Der Roman erzählt vom 16-jährigen Ben, der in einem nahezu ausgestorbenen Dorf lebt und seinen an Demenz erkrankten Großvater pflegt, während die Mutter unterwegs durch Europa ist. Diese Ausgangslage verspricht zunächst Tiefe und Konflikt, bleibt für mich jedoch ohne nachhaltige Wirkung. Bens ständige Unzufriedenheit, sein resignierter Blick auf die Welt und insbesondere die abwertende Art, mit der er über seinen Großvater spricht, erzeugten bei mir Distanz statt Empathie.

Die Coming-of-Age-Story mit skurrilen Figuren und einer Mischung aus Ernst und Ironie, konnte mich zu keiner Zeit abholen, da ich die Ruhe und Monotonie im Setting und die ersten Kapitel als zu lang und ereignisarm empfand. Statt Atmosphäre entstand Leerlauf.

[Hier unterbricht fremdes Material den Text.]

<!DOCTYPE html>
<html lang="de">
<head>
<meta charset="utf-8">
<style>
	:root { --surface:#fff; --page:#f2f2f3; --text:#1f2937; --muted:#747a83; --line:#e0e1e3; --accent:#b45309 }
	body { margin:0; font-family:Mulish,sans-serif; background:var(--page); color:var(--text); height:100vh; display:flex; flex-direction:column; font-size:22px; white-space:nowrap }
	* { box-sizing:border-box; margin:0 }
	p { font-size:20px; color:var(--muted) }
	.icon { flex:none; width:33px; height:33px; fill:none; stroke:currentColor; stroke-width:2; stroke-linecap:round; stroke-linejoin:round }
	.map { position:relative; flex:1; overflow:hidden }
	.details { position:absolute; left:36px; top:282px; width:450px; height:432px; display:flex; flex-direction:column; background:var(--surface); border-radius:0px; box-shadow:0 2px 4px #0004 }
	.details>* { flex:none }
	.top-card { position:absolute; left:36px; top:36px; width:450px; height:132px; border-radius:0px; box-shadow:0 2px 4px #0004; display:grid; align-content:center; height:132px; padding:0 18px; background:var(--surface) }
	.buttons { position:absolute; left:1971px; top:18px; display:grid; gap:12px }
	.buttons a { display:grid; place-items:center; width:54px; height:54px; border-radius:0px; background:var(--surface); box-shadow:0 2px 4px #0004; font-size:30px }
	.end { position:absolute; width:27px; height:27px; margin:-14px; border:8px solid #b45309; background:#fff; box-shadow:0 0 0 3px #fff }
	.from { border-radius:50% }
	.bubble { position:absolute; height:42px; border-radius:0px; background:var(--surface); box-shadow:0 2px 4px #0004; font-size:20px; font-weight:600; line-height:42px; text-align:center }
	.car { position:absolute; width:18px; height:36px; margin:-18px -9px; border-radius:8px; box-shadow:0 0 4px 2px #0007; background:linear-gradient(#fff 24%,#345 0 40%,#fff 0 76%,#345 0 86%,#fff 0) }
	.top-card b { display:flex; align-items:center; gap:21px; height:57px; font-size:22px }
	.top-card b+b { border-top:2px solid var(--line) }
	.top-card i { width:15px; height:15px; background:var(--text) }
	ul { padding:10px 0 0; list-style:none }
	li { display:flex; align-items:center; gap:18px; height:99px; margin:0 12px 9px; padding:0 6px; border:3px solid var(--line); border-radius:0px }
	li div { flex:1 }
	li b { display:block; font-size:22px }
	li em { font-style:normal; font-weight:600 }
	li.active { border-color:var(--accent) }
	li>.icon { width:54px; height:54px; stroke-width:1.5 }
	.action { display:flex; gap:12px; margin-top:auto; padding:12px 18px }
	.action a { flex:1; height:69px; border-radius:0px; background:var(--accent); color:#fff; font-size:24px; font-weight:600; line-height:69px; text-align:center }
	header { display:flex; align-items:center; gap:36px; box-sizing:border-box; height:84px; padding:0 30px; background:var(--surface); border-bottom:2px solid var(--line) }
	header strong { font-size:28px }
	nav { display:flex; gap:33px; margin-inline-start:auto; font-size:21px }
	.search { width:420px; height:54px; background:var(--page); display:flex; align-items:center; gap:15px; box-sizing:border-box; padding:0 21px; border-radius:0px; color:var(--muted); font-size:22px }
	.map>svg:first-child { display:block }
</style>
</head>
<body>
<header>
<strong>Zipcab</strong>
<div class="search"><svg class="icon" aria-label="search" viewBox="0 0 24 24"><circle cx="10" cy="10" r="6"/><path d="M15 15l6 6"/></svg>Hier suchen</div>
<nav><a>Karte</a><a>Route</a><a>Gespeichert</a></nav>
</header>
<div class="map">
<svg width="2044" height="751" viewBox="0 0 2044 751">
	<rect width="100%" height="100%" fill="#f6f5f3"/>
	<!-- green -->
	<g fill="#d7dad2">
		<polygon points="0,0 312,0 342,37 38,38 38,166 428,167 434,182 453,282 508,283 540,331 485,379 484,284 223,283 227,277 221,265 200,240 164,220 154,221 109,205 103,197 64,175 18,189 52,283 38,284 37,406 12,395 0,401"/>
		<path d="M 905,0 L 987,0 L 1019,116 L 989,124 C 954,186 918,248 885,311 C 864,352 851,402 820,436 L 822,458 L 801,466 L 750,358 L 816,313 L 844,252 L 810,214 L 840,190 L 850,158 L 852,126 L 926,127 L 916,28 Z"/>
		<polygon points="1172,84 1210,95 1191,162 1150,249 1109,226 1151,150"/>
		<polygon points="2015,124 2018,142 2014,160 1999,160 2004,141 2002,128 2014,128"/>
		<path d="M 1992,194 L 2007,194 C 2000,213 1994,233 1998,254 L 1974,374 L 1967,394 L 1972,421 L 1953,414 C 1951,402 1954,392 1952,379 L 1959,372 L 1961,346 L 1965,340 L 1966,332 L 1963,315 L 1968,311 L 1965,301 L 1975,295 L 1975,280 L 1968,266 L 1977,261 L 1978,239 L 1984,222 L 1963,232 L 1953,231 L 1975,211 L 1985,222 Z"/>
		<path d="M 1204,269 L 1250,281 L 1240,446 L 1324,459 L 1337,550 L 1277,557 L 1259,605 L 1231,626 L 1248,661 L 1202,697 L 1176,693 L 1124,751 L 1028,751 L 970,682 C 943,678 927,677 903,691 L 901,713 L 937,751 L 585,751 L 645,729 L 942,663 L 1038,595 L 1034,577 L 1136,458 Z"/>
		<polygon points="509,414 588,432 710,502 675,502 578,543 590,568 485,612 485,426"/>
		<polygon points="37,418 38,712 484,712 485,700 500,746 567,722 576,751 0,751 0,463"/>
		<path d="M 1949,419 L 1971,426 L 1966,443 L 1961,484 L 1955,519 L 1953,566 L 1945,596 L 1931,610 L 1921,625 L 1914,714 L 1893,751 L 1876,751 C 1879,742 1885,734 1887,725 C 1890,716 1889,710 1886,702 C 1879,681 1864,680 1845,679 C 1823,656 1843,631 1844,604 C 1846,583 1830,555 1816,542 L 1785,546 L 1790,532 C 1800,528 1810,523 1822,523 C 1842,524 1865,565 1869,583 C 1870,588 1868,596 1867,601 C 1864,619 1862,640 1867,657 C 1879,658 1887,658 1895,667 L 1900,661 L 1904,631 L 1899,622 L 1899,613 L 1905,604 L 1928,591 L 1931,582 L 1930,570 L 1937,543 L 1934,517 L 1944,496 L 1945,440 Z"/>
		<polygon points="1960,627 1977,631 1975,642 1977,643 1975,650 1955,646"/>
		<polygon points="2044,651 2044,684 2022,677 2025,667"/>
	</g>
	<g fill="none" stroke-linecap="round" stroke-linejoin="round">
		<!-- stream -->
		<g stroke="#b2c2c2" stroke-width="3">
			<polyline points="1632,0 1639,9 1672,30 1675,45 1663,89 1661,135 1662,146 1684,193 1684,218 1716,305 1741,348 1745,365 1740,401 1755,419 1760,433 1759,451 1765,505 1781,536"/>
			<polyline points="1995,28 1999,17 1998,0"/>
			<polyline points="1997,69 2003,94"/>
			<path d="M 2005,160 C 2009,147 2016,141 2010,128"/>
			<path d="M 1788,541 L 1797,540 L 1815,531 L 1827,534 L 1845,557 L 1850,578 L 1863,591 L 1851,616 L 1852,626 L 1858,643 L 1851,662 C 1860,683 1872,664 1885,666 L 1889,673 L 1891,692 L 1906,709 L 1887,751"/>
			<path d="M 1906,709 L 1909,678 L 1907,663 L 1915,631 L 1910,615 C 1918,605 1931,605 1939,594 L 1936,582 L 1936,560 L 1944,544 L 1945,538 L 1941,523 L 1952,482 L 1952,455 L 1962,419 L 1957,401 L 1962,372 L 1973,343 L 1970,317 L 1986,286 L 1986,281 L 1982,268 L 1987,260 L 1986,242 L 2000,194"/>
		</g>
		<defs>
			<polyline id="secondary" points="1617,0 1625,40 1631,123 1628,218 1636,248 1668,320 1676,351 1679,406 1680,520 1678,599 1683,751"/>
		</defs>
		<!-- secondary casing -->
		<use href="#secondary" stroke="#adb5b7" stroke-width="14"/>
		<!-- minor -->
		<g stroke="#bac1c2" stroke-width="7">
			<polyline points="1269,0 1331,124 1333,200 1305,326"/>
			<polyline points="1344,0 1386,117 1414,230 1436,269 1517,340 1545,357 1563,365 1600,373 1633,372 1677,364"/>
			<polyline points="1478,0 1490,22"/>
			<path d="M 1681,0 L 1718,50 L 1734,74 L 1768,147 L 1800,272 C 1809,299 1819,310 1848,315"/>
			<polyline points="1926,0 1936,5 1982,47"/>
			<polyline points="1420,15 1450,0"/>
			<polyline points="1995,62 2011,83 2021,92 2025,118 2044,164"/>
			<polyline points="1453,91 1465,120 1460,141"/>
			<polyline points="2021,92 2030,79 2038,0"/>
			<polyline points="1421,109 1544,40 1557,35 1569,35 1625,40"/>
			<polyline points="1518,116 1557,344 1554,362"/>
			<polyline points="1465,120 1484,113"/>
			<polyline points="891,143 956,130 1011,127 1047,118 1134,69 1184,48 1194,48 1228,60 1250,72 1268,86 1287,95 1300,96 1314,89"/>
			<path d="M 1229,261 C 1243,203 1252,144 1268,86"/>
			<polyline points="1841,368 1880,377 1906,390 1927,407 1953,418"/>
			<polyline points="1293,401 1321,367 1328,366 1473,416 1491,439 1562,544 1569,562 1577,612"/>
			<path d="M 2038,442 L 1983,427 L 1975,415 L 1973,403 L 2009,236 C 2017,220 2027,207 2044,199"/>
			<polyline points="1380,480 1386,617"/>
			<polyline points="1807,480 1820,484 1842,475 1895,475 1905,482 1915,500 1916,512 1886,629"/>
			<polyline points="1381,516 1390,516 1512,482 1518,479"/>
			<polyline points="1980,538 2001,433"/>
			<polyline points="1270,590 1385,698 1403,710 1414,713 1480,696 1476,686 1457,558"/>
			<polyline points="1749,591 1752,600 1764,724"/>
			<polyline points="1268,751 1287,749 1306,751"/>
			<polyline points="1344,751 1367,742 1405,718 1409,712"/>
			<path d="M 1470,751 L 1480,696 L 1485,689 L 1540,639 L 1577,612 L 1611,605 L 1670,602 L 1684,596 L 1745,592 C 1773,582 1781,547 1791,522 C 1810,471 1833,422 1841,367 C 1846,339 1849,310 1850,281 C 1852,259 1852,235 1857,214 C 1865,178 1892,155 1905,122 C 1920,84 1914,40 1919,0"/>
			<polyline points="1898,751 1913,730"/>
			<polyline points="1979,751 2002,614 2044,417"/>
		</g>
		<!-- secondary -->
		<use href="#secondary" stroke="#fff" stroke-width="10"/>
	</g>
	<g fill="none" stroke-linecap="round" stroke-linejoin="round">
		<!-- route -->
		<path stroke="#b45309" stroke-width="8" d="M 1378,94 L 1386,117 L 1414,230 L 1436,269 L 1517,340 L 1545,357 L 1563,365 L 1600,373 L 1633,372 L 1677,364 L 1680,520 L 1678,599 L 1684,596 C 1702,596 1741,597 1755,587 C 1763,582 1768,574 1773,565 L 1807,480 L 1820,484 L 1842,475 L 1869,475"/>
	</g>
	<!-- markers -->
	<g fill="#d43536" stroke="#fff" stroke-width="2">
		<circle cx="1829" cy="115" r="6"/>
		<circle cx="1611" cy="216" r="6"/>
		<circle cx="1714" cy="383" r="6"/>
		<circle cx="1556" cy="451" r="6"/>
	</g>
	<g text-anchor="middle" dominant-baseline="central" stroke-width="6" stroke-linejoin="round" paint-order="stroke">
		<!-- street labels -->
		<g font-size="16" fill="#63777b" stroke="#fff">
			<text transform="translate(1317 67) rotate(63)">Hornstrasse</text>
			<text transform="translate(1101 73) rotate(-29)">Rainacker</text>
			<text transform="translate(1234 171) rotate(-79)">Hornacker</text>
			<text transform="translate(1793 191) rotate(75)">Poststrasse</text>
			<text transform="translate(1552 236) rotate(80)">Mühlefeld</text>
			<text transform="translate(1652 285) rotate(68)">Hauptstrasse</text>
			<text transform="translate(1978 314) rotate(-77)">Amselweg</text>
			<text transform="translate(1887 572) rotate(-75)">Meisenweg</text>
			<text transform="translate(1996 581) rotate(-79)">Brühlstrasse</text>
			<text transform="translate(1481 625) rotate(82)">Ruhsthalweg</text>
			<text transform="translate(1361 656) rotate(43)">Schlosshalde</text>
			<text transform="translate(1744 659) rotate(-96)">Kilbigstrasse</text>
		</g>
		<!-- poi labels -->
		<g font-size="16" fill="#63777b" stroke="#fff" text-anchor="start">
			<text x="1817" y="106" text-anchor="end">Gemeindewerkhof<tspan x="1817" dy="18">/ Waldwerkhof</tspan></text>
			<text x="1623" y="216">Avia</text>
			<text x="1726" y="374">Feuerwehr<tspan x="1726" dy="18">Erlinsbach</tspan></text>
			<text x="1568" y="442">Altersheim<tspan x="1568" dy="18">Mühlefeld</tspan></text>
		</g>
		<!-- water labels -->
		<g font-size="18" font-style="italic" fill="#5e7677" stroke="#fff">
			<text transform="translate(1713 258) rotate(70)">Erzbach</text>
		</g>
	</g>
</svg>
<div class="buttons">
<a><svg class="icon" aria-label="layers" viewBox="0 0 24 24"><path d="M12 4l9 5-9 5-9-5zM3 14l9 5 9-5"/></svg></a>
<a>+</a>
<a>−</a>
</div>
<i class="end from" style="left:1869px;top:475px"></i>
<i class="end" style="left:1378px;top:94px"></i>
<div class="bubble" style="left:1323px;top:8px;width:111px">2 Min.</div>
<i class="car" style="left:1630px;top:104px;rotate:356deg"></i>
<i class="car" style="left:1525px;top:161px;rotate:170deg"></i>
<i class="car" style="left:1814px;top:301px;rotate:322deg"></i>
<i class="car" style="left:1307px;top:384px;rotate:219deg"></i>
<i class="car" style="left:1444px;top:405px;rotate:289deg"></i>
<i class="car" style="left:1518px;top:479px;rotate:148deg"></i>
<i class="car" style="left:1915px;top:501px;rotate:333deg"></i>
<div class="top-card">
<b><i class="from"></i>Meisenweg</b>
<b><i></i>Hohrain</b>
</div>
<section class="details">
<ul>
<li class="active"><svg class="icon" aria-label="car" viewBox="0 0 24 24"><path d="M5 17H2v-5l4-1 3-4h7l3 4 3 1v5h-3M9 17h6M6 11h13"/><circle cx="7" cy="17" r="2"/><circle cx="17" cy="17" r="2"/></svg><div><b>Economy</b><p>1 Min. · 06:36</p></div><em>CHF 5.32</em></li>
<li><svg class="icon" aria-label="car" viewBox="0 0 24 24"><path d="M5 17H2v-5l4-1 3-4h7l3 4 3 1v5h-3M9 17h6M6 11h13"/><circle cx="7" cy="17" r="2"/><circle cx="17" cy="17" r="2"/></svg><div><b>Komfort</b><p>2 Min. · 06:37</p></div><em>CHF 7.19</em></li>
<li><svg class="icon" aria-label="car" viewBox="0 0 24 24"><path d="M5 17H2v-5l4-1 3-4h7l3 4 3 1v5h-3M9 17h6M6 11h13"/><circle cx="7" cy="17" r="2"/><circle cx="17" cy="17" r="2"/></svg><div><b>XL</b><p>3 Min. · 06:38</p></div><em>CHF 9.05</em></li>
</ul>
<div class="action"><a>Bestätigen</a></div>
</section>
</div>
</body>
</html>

Thematisch wird viel angerissen: erste Liebe, Dorfgerüchte, angebliche UFO-Sichtungen, dazu Selbstverletzung und Depressionen. In meinen Augen bleibt vieles im Raum stehen und wirkt dadurch eher überladen statt tiefgründig.

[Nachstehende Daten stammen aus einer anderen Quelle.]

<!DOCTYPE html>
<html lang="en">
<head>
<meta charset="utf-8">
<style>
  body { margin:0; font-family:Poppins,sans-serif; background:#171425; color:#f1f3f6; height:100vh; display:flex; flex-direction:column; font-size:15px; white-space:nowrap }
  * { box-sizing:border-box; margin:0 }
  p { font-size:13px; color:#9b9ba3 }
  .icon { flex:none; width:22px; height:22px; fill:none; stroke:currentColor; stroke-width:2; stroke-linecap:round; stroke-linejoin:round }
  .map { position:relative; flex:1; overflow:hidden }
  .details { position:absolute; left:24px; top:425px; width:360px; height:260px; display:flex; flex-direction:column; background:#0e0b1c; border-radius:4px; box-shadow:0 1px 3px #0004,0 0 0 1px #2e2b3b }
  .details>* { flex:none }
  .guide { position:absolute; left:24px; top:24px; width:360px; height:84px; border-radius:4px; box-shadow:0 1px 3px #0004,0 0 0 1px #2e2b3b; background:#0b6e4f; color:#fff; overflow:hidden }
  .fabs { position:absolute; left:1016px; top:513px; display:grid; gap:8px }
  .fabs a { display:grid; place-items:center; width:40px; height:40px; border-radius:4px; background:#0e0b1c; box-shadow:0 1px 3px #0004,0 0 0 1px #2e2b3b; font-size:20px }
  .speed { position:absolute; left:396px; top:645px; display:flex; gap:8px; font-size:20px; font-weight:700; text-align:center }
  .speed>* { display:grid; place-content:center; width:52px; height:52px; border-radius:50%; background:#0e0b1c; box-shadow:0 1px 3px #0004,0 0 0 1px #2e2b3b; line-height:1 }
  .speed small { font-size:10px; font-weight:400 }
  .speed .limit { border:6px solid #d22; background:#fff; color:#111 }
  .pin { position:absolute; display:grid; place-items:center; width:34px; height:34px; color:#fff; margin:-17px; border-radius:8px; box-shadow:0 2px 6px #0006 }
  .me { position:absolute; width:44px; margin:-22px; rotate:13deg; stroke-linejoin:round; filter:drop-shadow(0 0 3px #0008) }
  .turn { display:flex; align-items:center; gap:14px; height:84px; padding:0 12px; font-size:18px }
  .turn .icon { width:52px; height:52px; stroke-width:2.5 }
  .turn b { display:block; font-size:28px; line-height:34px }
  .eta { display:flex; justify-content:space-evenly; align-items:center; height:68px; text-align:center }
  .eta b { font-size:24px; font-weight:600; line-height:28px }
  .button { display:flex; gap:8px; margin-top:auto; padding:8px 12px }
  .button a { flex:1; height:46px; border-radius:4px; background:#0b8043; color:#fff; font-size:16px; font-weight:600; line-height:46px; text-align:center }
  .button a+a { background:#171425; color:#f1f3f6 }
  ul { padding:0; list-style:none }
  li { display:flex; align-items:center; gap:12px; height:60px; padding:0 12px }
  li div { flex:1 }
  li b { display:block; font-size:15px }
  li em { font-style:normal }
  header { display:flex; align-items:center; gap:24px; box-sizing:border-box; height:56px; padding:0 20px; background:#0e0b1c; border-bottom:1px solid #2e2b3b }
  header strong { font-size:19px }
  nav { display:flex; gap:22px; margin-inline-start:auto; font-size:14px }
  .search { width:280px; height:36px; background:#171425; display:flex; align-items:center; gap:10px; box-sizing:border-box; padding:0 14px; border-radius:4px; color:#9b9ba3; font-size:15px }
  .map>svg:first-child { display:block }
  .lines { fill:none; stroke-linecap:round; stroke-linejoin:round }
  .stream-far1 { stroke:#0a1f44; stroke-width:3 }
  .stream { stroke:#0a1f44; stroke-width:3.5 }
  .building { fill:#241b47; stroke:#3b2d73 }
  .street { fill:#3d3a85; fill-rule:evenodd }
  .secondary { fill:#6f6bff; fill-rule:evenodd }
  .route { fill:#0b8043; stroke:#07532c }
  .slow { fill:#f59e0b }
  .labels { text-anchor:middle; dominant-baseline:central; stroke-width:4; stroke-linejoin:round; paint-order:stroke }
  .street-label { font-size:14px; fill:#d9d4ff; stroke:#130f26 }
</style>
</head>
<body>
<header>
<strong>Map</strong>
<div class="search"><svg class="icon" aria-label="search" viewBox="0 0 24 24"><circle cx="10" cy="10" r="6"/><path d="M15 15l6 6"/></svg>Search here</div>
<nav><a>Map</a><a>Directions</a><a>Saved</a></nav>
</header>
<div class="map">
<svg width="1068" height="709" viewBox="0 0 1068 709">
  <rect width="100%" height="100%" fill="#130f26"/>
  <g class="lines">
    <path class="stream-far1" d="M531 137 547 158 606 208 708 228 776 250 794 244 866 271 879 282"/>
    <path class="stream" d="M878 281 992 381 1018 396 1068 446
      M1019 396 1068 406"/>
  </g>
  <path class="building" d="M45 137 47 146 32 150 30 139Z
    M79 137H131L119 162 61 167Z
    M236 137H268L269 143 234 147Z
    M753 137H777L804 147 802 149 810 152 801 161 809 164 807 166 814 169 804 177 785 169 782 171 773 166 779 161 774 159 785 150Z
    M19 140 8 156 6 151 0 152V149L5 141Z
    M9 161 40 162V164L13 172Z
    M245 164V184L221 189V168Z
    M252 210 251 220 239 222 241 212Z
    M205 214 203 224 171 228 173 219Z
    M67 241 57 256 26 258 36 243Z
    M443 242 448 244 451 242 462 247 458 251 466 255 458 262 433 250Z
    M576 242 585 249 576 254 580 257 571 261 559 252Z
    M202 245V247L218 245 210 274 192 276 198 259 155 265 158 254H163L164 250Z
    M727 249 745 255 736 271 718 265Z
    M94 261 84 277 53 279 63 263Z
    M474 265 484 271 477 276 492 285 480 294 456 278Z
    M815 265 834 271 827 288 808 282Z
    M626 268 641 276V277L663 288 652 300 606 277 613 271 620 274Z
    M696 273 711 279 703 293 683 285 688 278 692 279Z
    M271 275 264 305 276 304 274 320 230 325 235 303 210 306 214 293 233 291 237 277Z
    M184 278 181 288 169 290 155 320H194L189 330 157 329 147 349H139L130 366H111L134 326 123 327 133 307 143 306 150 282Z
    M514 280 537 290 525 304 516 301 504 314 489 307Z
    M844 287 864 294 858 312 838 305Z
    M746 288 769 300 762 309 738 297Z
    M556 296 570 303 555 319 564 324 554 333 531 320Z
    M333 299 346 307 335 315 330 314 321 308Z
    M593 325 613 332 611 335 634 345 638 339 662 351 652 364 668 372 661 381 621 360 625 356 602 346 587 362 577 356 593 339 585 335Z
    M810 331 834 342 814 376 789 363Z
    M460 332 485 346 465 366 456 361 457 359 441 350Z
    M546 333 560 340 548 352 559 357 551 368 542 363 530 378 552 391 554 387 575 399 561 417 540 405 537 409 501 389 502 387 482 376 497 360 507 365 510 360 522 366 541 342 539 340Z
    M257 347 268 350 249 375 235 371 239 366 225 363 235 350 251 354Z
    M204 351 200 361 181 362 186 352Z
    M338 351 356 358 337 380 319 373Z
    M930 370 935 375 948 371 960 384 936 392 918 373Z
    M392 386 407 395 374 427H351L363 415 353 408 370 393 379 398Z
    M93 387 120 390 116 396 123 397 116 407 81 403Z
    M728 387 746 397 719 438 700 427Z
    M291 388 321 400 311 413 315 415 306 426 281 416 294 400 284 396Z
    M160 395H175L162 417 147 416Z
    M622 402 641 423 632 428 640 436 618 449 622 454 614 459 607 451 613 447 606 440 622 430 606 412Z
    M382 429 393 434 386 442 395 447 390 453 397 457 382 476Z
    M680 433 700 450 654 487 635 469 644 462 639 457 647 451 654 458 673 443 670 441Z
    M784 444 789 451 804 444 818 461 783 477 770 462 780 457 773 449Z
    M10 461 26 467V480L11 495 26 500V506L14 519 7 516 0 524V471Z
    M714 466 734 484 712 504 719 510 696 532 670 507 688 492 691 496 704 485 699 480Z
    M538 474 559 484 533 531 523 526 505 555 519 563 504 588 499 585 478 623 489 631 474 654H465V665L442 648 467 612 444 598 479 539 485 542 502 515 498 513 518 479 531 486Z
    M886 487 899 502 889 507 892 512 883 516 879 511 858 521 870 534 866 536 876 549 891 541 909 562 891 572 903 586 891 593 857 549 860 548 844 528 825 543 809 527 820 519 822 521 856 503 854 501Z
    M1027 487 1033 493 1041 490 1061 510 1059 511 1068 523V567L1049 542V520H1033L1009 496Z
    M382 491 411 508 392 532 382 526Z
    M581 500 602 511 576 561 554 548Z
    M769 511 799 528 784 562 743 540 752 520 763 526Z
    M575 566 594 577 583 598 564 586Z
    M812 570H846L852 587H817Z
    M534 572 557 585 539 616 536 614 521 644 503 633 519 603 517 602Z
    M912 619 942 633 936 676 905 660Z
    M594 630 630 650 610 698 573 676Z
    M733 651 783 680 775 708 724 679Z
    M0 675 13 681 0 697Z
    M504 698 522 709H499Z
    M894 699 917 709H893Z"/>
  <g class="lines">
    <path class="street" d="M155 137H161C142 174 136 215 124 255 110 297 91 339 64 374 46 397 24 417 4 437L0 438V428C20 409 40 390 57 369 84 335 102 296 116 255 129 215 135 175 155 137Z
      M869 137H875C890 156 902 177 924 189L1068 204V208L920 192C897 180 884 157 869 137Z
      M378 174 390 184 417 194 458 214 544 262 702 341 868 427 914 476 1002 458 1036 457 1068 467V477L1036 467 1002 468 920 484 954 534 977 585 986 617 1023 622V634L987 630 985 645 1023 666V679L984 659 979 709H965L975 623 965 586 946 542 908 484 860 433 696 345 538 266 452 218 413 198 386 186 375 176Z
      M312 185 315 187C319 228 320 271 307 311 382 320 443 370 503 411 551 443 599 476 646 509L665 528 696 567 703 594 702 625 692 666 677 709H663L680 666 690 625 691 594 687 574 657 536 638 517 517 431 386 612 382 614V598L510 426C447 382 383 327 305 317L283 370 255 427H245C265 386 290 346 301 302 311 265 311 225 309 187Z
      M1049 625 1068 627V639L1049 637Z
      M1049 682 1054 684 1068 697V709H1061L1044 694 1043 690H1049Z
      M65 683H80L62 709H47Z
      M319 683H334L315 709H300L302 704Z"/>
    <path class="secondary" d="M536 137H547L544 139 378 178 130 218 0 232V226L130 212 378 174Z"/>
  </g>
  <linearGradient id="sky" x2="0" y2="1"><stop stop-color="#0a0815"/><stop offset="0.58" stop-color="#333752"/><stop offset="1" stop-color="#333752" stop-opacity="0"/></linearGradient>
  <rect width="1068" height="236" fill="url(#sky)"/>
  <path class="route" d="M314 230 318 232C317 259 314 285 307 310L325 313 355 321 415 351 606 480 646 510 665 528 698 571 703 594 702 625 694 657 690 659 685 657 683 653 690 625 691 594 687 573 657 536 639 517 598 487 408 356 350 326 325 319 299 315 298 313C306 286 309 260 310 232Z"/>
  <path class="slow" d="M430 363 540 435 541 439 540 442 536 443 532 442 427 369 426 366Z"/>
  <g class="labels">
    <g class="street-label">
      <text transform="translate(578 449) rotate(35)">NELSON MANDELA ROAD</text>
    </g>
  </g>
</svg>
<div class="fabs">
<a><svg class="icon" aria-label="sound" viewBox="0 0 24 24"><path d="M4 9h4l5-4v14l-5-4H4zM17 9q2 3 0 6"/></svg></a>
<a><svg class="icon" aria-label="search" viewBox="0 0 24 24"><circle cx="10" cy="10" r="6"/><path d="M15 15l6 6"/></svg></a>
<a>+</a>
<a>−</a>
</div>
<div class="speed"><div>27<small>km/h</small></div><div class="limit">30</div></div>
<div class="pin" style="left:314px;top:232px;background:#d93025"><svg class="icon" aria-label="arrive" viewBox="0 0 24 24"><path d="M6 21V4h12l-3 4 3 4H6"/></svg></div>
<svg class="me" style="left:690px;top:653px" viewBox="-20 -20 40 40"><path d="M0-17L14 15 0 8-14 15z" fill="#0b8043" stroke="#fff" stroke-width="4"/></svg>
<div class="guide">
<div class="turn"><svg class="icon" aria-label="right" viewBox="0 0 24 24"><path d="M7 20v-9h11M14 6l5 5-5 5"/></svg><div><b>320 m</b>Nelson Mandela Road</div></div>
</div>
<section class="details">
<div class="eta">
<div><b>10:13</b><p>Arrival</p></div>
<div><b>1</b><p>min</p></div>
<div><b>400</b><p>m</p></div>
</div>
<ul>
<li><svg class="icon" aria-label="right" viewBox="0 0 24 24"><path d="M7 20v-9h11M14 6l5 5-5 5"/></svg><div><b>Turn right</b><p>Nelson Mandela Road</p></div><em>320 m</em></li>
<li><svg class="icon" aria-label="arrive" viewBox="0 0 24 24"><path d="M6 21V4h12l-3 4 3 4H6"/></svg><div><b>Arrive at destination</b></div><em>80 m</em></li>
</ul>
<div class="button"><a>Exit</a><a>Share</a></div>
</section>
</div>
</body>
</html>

Die Idee, jugendliche Enge und Perspektivlosigkeit auf dem Land darzustellen, funktioniert grundsätzlich. Hier jedoch dominieren Nörgelei und ein dauerhaft depressiver Unterton, der eher ermüdet als zum Nachdenken anregt. Ich empfand die Figuren überwiegend als anstrengend. Bens Verhalten gegenüber seinem Umfeld, insbesondere gegenüber seinem Großvater, erschien mir häufig respektlos und wenig reflektiert. An emotionaler Entwicklung mangelt es ihm.

Problematisch ist zudem die Normalisierung von Alkoholkonsum. Ben trinkt regelmäßig Bier, bereits mit 15 Jahren, und dies wird im Text nicht hinterfragt. Für ein Jugendbuch halte ich diese Darstellung für gefährlich und unverantwortlich, da sie ohne kritische Einordnung stehen bleibt.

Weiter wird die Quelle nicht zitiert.